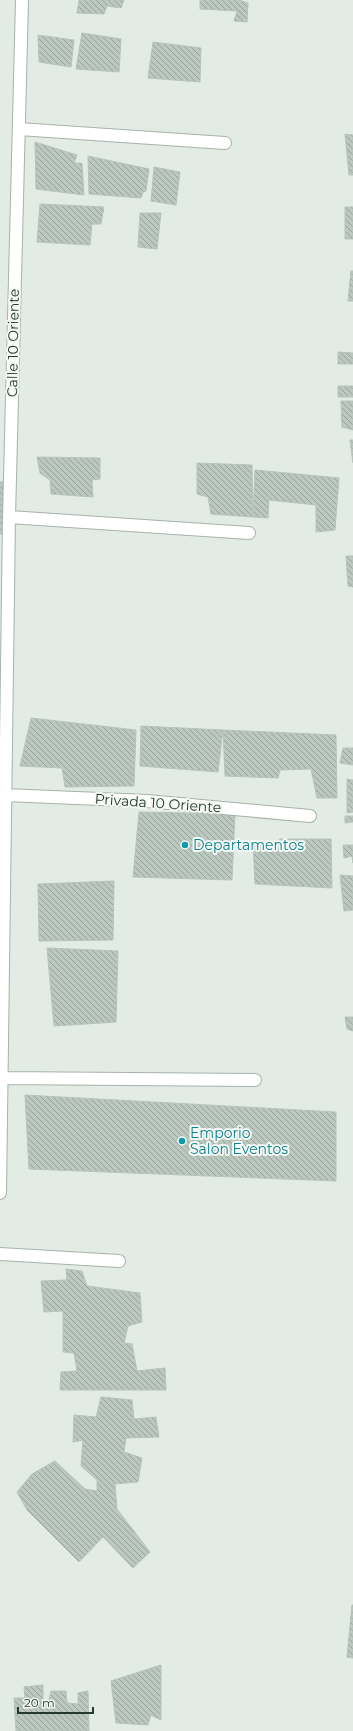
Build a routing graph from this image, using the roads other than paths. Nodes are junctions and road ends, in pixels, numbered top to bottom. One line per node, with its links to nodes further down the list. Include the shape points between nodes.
1 (22, 0): 2 (street, Calle 10 Oriente)
2 (19, 129): 3 (street); 4 (street, Calle 10 Oriente)
3 (225, 143)
4 (9, 516): 5 (street); 6 (street, Calle 10 Oriente)
5 (249, 533)
6 (3, 734): 7 (street, Calle 10 Oriente)
7 (5, 794): 8 (street, Privada 10 Oriente, via 147,801); 9 (street, Calle 10 Oriente)
8 (310, 816)
9 (1, 1077): 10 (street); 11 (street, Calle 10 Oriente)
10 (255, 1080)
11 (0, 1194)
12 (0, 1254): 13 (street)
13 (119, 1261)

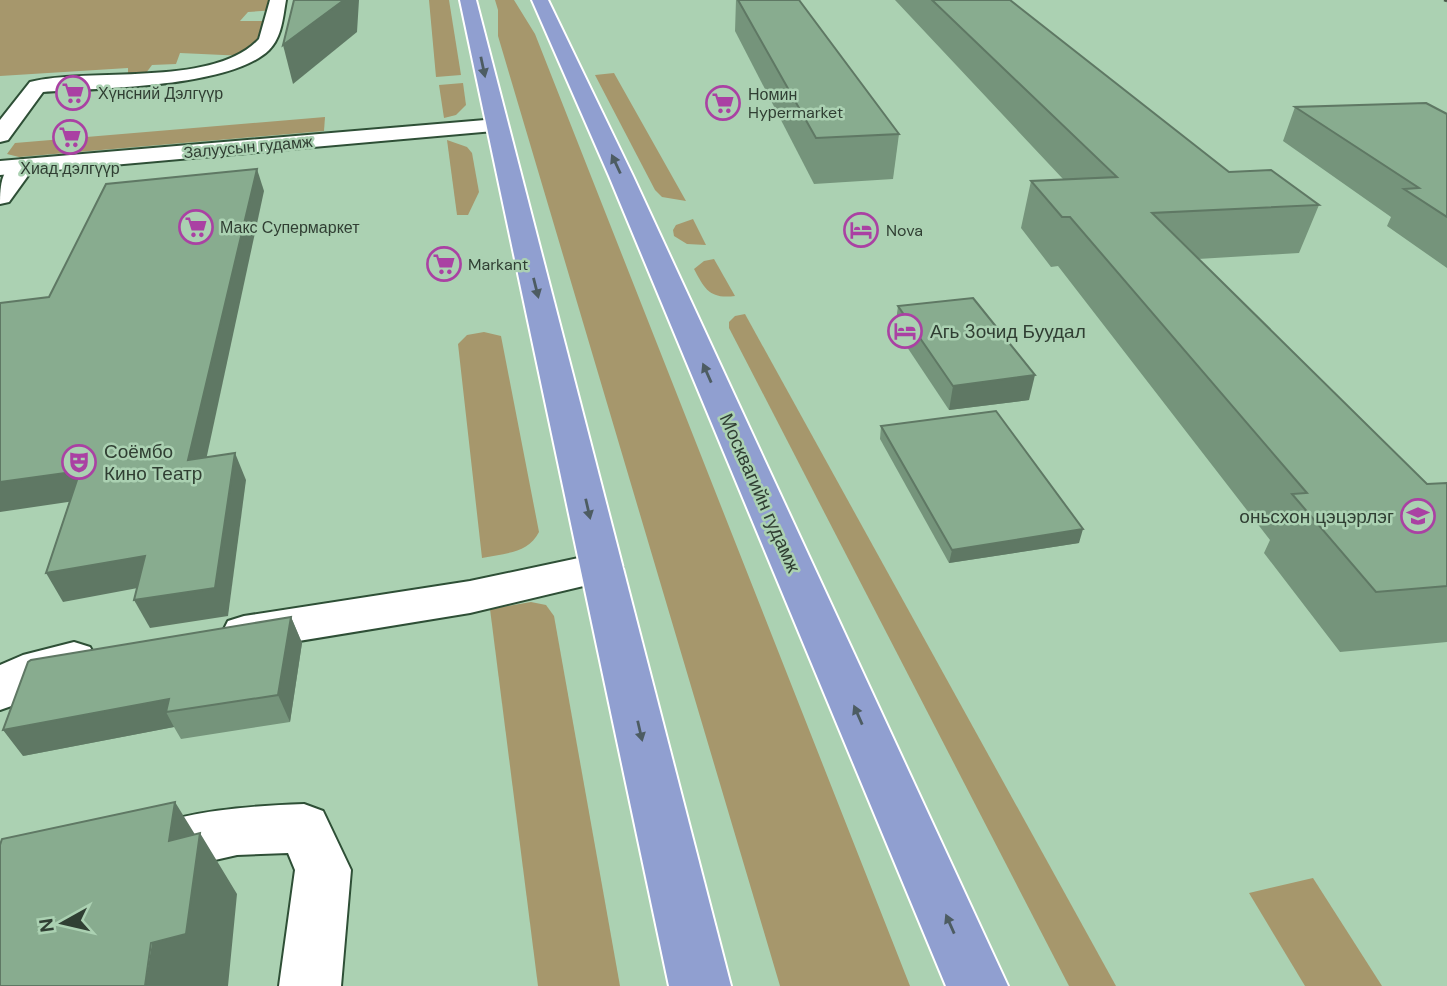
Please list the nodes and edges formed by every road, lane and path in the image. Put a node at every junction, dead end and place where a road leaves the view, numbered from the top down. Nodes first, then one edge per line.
1 (278, 0) edge
2 (468, 0) edge
3 (540, 0) edge
4 (497, 125) junction
5 (0, 135) edge
6 (11, 167) edge
7 (0, 197) edge
8 (602, 568) junction
9 (202, 640) edge
10 (110, 655) edge
11 (0, 691) edge
12 (105, 859) edge
13 (310, 986) edge
14 (701, 986) edge
15 (977, 986) edge

1 - 5 street
2 -> 4 highway
15 -> 3 highway, Москвагийн гудамж
4 - 6 street, Залуусын гудамж
4 -> 8 highway
6 - 7 street
8 - 9 street
8 -> 14 highway
10 - 11 street
12 - 13 street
──────────
### What the task asks
Copy all the material word for word, minus its pictures.

### Expected answer
Build a routing graph from this image, using the roads other than paths. Nodes are junctions and road ends, in pixels, numbered top to bottom. One line per node, with its links to nodes further down the list. Include the shape points between nodes.
1 (22, 0): 2 (street, Calle 10 Oriente)
2 (19, 129): 3 (street); 4 (street, Calle 10 Oriente)
3 (225, 143)
4 (9, 516): 5 (street); 6 (street, Calle 10 Oriente)
5 (249, 533)
6 (3, 734): 7 (street, Calle 10 Oriente)
7 (5, 794): 8 (street, Privada 10 Oriente, via 147,801); 9 (street, Calle 10 Oriente)
8 (310, 816)
9 (1, 1077): 10 (street); 11 (street, Calle 10 Oriente)
10 (255, 1080)
11 (0, 1194)
12 (0, 1254): 13 (street)
13 (119, 1261)

Please list the nodes and edges formed by every road, lane and path in the image. Put a node at every junction, dead end and place where a road leaves the view, numbered from the top down. Nodes first, then one edge per line.
1 (278, 0) edge
2 (468, 0) edge
3 (540, 0) edge
4 (497, 125) junction
5 (0, 135) edge
6 (11, 167) edge
7 (0, 197) edge
8 (602, 568) junction
9 (202, 640) edge
10 (110, 655) edge
11 (0, 691) edge
12 (105, 859) edge
13 (310, 986) edge
14 (701, 986) edge
15 (977, 986) edge

1 - 5 street
2 -> 4 highway
15 -> 3 highway, Москвагийн гудамж
4 - 6 street, Залуусын гудамж
4 -> 8 highway
6 - 7 street
8 - 9 street
8 -> 14 highway
10 - 11 street
12 - 13 street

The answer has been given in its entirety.